Monday, February 11, 2008

If There's A Forest of Bad Arizona Economic News, Will Any Dead-Tree Papers Print It?

I think of myself as an active consumer of local news, particularly the business section, and I’ve read lots about the ASU predictions of tougher, slower times but nothing about the U of A call that the state is already in a recession. I realize we’re all boosters here in Arizona, but occasionally it helps to let some of the bad news out early if it’s going to come out anyway.

Regarding the economy, did you know that the Rs don’t want to call it "employer sanctions"; the new politically-correct term is “worksite enforcement.” And what better way for our GOP-controlled legislature to deal with a recession than by (1) making it more cumbersome for businesses to hire new workers and (2) spending money locking up illegal aliens, increasing government expenditures and keeping them from earning money and consuming? Makes perfect sense.

My rushing-out-the-door suggested headline was “Recession? It’s Already Here,” but the editor gave me more space and more words. But weren’t most of the dinosaurs actually fast?

RELIANCE ON GROWTH, HOUSING HAS STATE ECONOMY SLOWING TO DINOSAUR’S PACE
East Valley Tribune, Feb. 10, 2008

It didn’t make quite the splash of the 1988 Barron’s article “Phoenix Descending -- Is Boomtown U.S.A. Going Bust?” but last week The Washington Post had a
page 1 article with similarly bad news: “Housing Crisis Casts a Cloud Over Sun Belt / In Once-Booming Areas, Help Could Be Too Little, Too Late.” And the news is worse than 20 years ago.

The article focused on how the various stimulus packages being debated in Washington won’t do much to help housing rebound. But it’s not clear that any federal stimulus package (especially consumer-oriented tax rebates and business tax incentives) could re-inflate a burst housing bubble.

The really sobering lesson in the article has little to do with tax rebates, interest rate cuts, and overextended homeowners facing bigger loan payments on houses dropping in value. That’s the bad news. The worse news is what all of these factors mean for the overall Arizona economy.

In Phoenix, construction -- primarily residential housing -- represents almost 10 percent of total employment, 1.5 times the national average. The area’s total output, which grew by 7 percent last year, is expected to drop in 2008. (Even during the worst of the S&L era, we still had positive growth.) Some 13,000 homes in Maricopa County are in foreclosure. Our concentration in a rising real estate economy helped Phoenix boom while things were good, but now will make not-so-good times even worse.

While
Lee McPheters at Arizona State University wasn’t willing to go as far, University of Arizona’s Marshall Vest already decided in December that regardless of whether the national economy goes into recession, Arizona, California, Florida, Michigan, and Nevada already were. For the Sun Belt states on that list, blame the collapse of the housing market; in Michigan, it’s the decline of the auto industry.

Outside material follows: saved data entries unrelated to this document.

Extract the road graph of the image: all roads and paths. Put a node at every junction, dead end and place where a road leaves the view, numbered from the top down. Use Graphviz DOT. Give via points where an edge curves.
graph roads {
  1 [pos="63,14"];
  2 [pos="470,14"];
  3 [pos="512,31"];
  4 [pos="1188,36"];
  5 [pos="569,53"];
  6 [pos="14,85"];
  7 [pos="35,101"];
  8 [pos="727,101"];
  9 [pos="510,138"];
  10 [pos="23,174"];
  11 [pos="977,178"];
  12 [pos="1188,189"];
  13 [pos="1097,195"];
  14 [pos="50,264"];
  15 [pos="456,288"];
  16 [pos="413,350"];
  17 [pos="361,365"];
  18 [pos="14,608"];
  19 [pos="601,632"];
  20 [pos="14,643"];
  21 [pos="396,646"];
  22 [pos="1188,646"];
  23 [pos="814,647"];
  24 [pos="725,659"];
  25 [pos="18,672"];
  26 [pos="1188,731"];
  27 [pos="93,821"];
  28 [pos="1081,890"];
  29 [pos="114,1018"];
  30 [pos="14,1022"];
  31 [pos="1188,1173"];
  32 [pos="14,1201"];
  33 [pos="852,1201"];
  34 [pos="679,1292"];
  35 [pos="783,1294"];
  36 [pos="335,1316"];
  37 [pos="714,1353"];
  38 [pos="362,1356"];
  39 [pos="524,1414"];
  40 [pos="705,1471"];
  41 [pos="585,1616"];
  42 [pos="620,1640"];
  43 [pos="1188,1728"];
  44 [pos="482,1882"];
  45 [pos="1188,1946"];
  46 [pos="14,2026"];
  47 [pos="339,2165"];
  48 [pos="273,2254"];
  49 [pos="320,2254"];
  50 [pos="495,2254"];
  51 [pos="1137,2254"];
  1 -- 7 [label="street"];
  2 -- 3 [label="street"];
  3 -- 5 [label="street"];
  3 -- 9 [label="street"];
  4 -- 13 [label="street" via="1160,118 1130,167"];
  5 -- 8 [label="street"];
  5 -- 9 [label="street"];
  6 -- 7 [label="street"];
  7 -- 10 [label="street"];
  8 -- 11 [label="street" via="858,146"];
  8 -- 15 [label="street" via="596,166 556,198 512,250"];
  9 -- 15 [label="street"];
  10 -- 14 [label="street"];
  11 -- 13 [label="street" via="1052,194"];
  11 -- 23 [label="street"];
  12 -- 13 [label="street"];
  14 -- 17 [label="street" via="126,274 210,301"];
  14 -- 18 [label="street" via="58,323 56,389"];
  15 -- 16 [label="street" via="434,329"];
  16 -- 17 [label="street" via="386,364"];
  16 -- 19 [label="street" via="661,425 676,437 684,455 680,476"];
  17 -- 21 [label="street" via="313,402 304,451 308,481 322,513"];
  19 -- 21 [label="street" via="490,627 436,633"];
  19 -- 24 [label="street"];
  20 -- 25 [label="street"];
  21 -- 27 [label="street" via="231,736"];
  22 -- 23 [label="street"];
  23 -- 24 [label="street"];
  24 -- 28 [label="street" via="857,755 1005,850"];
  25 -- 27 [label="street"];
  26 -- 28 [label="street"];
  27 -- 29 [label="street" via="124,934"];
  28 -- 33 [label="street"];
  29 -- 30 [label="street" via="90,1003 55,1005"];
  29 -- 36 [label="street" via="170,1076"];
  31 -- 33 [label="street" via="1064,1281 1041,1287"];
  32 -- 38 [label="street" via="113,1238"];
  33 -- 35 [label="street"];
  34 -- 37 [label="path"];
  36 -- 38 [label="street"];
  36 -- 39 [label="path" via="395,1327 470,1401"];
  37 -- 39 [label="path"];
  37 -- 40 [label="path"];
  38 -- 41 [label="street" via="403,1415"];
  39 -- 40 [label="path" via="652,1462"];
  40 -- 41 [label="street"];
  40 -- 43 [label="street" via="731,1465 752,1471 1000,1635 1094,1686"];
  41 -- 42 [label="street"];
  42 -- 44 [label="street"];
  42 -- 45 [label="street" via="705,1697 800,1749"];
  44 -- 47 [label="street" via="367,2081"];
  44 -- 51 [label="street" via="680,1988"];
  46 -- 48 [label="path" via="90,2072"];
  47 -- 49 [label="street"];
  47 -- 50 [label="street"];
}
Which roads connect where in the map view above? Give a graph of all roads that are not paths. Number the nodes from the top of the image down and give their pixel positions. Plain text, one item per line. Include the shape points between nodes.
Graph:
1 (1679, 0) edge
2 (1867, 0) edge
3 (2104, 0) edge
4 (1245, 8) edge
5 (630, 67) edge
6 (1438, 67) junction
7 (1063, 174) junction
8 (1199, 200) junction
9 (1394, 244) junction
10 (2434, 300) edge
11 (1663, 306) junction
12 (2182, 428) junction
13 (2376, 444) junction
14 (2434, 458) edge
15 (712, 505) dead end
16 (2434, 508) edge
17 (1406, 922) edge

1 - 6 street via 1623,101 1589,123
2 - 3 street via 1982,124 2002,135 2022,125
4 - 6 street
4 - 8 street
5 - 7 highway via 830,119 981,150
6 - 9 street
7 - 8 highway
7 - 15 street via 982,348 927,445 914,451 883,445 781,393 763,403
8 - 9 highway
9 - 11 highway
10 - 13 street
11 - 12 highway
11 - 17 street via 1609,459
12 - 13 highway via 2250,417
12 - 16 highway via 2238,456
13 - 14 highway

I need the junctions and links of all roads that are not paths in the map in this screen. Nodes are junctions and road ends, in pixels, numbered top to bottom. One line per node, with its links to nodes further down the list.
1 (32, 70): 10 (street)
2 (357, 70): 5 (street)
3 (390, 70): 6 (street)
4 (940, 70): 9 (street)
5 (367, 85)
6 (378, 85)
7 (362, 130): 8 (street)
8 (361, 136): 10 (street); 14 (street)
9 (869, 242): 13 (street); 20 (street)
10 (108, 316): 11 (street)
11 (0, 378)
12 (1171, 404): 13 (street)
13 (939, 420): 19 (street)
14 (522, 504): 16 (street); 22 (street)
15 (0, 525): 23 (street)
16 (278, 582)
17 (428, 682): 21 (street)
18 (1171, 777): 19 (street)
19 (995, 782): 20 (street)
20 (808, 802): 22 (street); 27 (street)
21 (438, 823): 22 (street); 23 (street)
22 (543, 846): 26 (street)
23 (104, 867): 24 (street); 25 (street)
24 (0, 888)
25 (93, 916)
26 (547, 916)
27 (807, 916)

Another illustrative statistic comes from
Forbes magazine. Using data from RealtyTrak, the magazine said Maricopa County ranks third in the country for the number of foreclosures with “negative equity,” where the amount owed exceeds the value of the house. The national leader is Wayne County (Detroit), Michigan, where the auto industry’s long-standing decline is reflected in declining home values. Nearly 40 percent of the houses in foreclosure have negative equity.

In Maricopa County, the percentage is much lower, 15.9 percent. But that number may be deceptive. Having such a low number of foreclosures with negative equity could mean that many homeowners with adjustable-rate mortgages couldn’t manage higher payments, and are walking away from their homes, unable to sell in a declining market, even though they’re leaving equity behind.

But it’s also possible that the property’s current appraised value (which RealtyTrak uses to calculate equity) is higher than the actual market value, and that as values continue to drop, the negative-equity percentage will increase. Appraisers in Detroit have had years of experience dealing with declining values, so their numbers may be more accurate than participants in the Phoenix real estate market, to whom declining prices are like snow, something we only read about.

Leave apart the irony of Forbes magazine -- Capitalist Tool! -- now offering readers handy tips on arranging a short sale. You used to hear a lot around here how we have a post-industrial, diversified, services-based economy. But it turns out that what the auto industry is to Detroit, residential home construction is to Phoenix. Maybe people, after a brief pause, will resume moving to a place dependent on the automobile, with half-completed infrastructure, little social capital and investment, lots of nearly-vacant edge subdivisions, a noisily-angry attitude about immigrants, and a weak governmental financial structure -- but that’s not a slam-dunk bet.

We’ve laughed for years at those dinosaurs in Detroit, dependent on the auto industry. Maybe our similar dependence on growth and residential construction just makes us slightly more modern dinosaurs. Sure, Michigan may be Jurassic, but what if we in Arizona are the lower Cretaceous?